---------- DATA TO USE
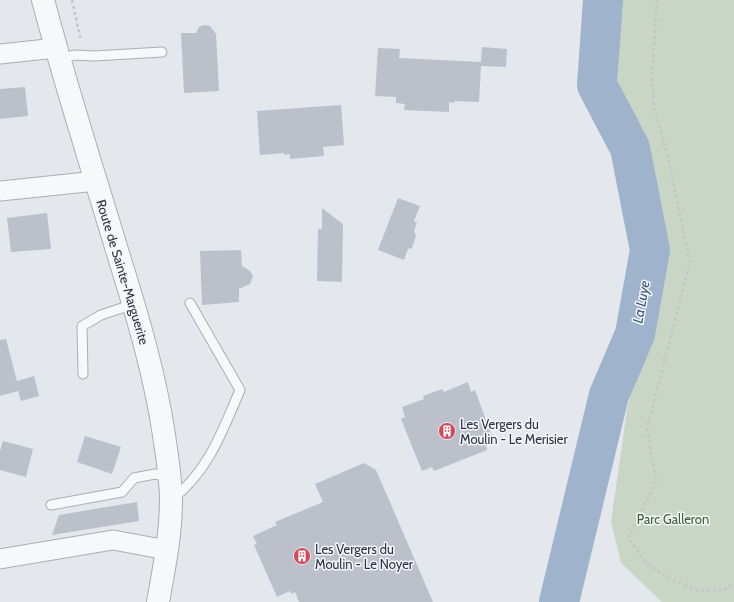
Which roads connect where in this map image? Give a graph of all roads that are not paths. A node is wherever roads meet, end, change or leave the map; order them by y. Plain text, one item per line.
1 (43, 0) edge
2 (162, 52) dead end
3 (0, 54) edge
4 (57, 54) junction
5 (96, 181) junction
6 (0, 190) edge
7 (190, 303) dead end
8 (134, 304) junction
9 (83, 374) dead end
10 (169, 477) junction
11 (171, 500) junction
12 (51, 505) dead end
13 (167, 550) junction
14 (0, 559) edge
15 (158, 602) edge

1 - 4 street, Route de Sainte-Marguerite
2 - 4 lane
3 - 4 street
4 - 5 street, Route de Sainte-Marguerite
5 - 6 street
5 - 8 street, Route de Sainte-Marguerite
7 - 11 lane
8 - 9 lane
8 - 10 street, Route de Sainte-Marguerite
10 - 11 street, Route de Sainte-Marguerite
10 - 12 lane
11 - 13 street, Route de Sainte-Marguerite
13 - 14 street
13 - 15 street, Route de Sainte-Marguerite

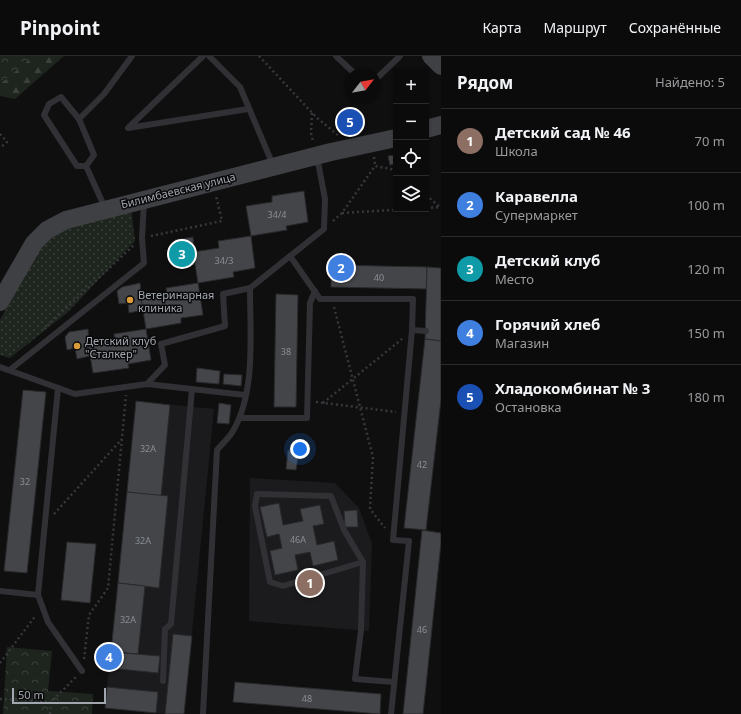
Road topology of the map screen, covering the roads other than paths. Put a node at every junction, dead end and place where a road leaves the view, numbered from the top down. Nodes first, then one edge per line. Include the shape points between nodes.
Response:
--------------------
EXERCISE BRIEF – The line containing "Road topology of" marks where to begin; the last line of the records marks where to stop. Copy both and all between, exactly.

ANSWER SPACE –
Road topology of the map screen, covering the roads other than paths. Put a node at every junction, dead end and place where a road leaves the view, numbered from the top down. Nodes first, then one edge per line. Include the shape points between nodes.
Response:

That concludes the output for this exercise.